Monday, 6 July 2009

Globalisation

is eating kimchi fried rice on a Varanasi rooftop with a British girl picking at her dhaal curry.



















I still remember that Varanasi terrace at the Shanti guesthouse, looking out at the river Ganga at night, and waking up in the mornings to have breakfast with the gang after a soul-soothing boat ride down the Ganges in the dewey sweet dawn to the smell of incense and wood.

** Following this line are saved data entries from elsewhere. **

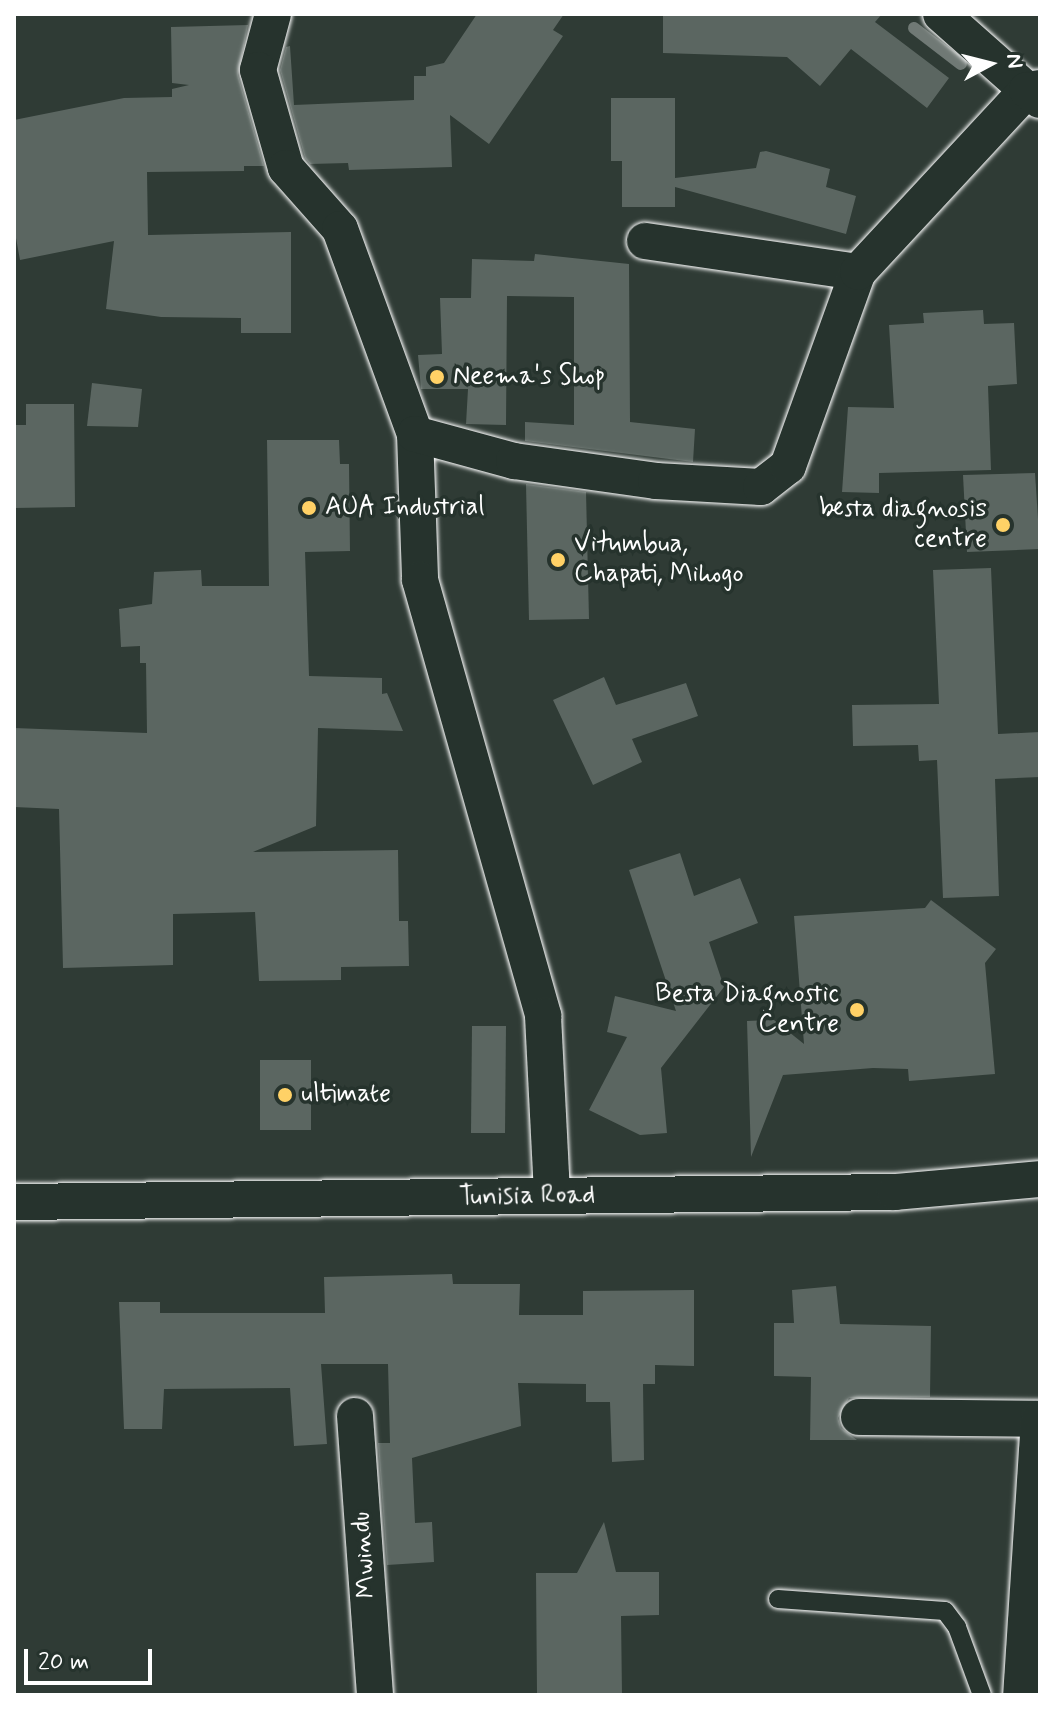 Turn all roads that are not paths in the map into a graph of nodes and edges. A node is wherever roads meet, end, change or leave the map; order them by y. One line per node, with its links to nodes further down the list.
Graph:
1 (273, 14): 6 (street)
2 (941, 14): 3 (street)
3 (1036, 93): 5 (street)
4 (645, 241): 5 (street)
5 (858, 272): 6 (street)
6 (415, 434): 8 (street)
7 (1040, 1179): 8 (street, Tunisia Road)
8 (552, 1196): 9 (street, Tunisia Road)
9 (14, 1202)
10 (355, 1416): 14 (street, Mwindu)
11 (859, 1417): 12 (street)
12 (1039, 1419): 16 (street)
13 (778, 1599): 15 (lane)
14 (375, 1695)
15 (982, 1695)
16 (1021, 1695) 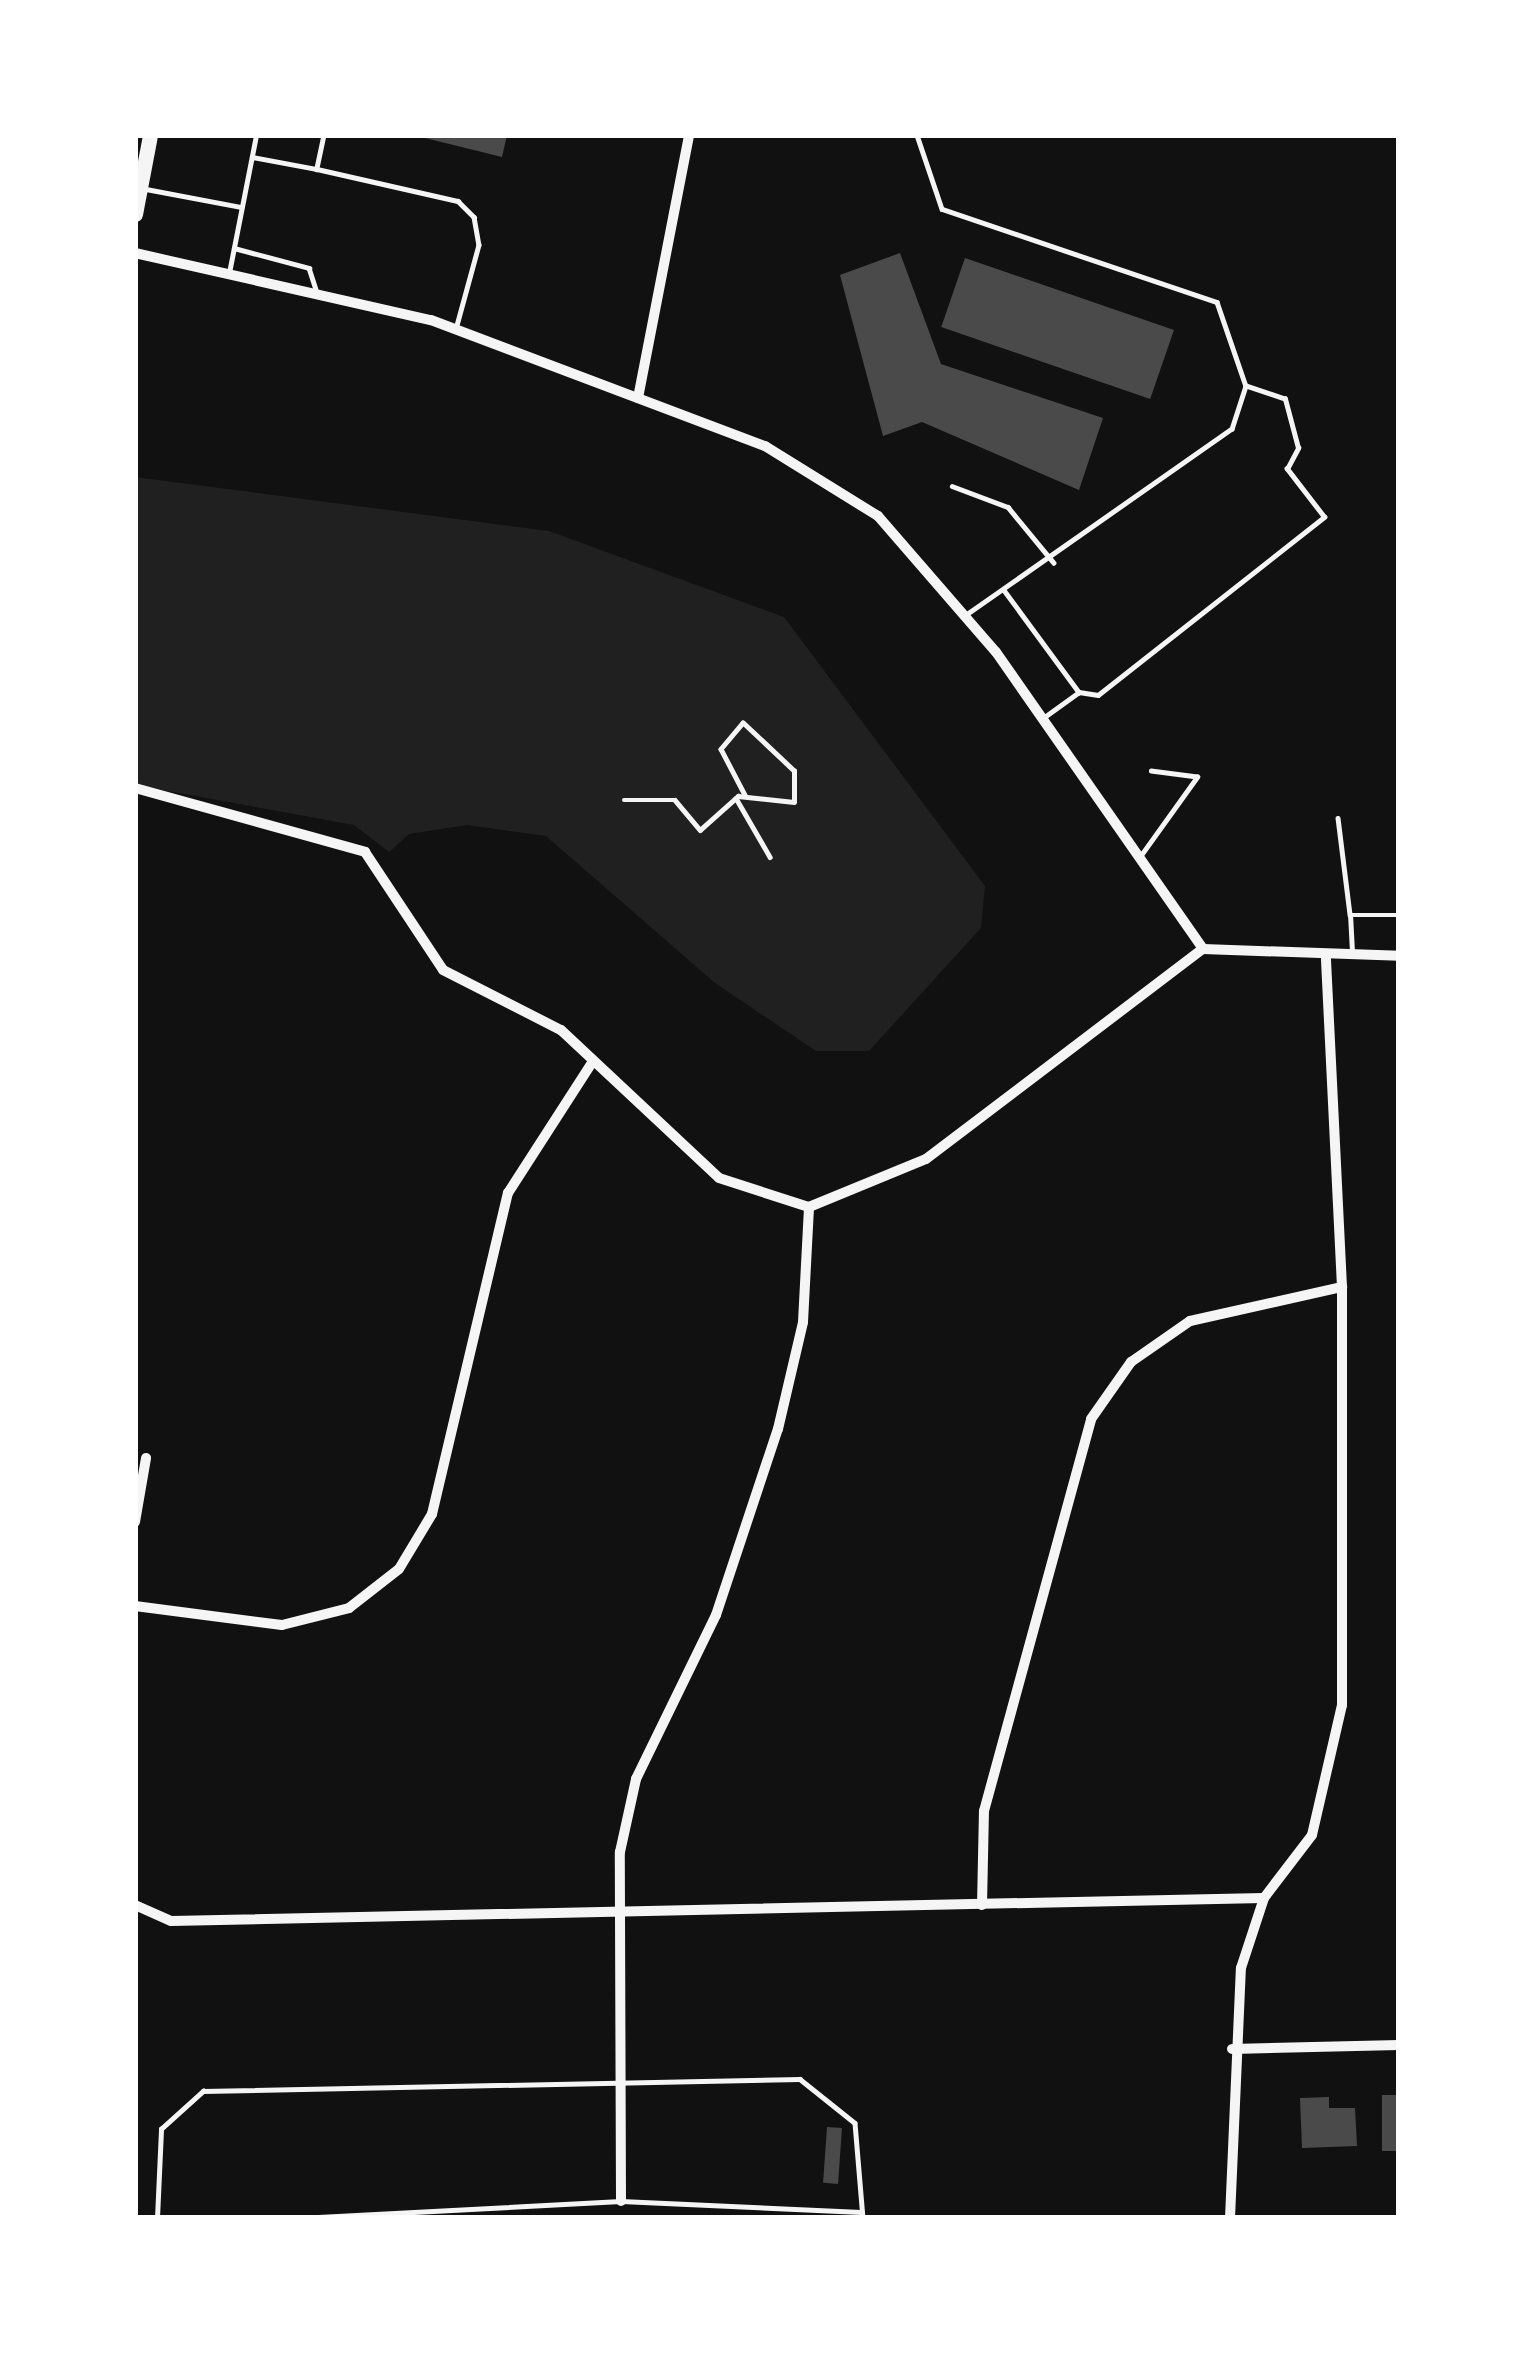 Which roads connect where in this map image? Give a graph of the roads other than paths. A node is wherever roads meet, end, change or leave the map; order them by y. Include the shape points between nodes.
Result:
1 (150, 135) edge
2 (256, 135) edge
3 (324, 135) edge
4 (689, 135) edge
5 (917, 135) edge
6 (251, 157) junction
7 (317, 169) junction
8 (140, 188) junction
9 (242, 207) junction
10 (135, 214) edge
11 (233, 248) junction
12 (135, 254) edge
13 (229, 273) junction
14 (317, 293) junction
15 (456, 329) junction
16 (1246, 386) junction
17 (638, 398) junction
18 (952, 486) dead end
19 (1054, 563) junction
20 (1003, 587) junction
21 (965, 616) junction
22 (1079, 692) junction
23 (1042, 719) junction
24 (1151, 771) dead end
25 (135, 788) edge
26 (1338, 818) dead end
27 (1139, 858) junction
28 (1350, 915) junction
29 (1399, 915) edge
30 (1203, 950) junction
31 (1399, 956) edge
32 (1352, 957) junction
33 (1326, 958) junction
34 (591, 1064) junction
35 (809, 1207) junction
36 (1342, 1287) junction
37 (140, 1456) edge
38 (135, 1522) edge
39 (135, 1606) edge
40 (1264, 1898) junction
41 (135, 1905) edge
42 (982, 1905) junction
43 (616, 1915) junction
44 (1399, 2045) edge
45 (1232, 2048) junction
46 (620, 2082) junction
47 (621, 2201) junction
48 (862, 2215) edge
49 (157, 2218) edge
50 (299, 2218) edge
51 (1230, 2218) edge

1 - 8 main road
2 - 6 lane
3 - 7 lane
4 - 17 street
5 - 16 lane via 942,209 1217,302
6 - 7 lane
6 - 9 lane
7 - 15 lane via 458,201 474,217 478,244
8 - 9 lane
8 - 10 main road
9 - 11 lane
11 - 13 lane
11 - 14 lane via 309,268
12 - 13 street
13 - 14 street
14 - 15 street
15 - 17 street
16 - 19 lane via 1232,429
16 - 22 lane via 1285,399 1298,448 1287,469 1324,517 1099,695
17 - 21 street via 765,446 878,516
18 - 19 lane via 1008,507
19 - 20 lane
20 - 21 lane
20 - 22 lane
21 - 23 street
22 - 23 lane
23 - 27 street
24 - 27 lane via 1197,776
25 - 34 street via 365,852 422,952 561,1030
26 - 28 lane
27 - 30 street
28 - 29 lane
28 - 32 lane
30 - 33 street
30 - 35 street via 926,1159
31 - 32 street
32 - 33 street
33 - 36 street
34 - 35 street via 719,1178
34 - 39 street via 508,1193 432,1514 399,1569 349,1608 282,1625
35 - 43 street via 803,1322 778,1429 716,1615 637,1779
36 - 40 street via 1342,1705 1312,1835
36 - 42 street via 1190,1322 1131,1362 1091,1419 984,1811
37 - 38 street
40 - 42 street
40 - 45 street
41 - 43 street via 170,1921
42 - 43 street
43 - 46 street
44 - 45 street
45 - 51 street
46 - 47 street
46 - 48 lane via 800,2079 855,2123
46 - 49 lane via 203,2091 161,2129
47 - 48 lane
47 - 50 lane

And then going for walks down Varanasi's chaotic streets and markets, weaving through the crowd and squeezing by stalls with sense-assaulting arrays of weird and wonderful spices, incense being burnt, perfumeries, jewellery stores, rows of technicolour silk saris - which Varanasi is famous for - hung from the eaves of shoplots... A golden temple with red-faced monkeys, soldiers in khaki on patrol with slung rifles after the Jaipur bombings (drinking chai), Indian women that gracefully pass by balancing pots on their heads, and milk-boys dart through the crowd with dented metal urns of fresh goat milk for delivery. In a corner the chai-wallah (tea man, literally) stirs his boiling pot after tilting in half a bag of sugar, cinnamon, and milk. Cows pass and stop in the middle of narrow busy alleys to nibble on trash.


























Bell, a Varanasi street, late May 2008.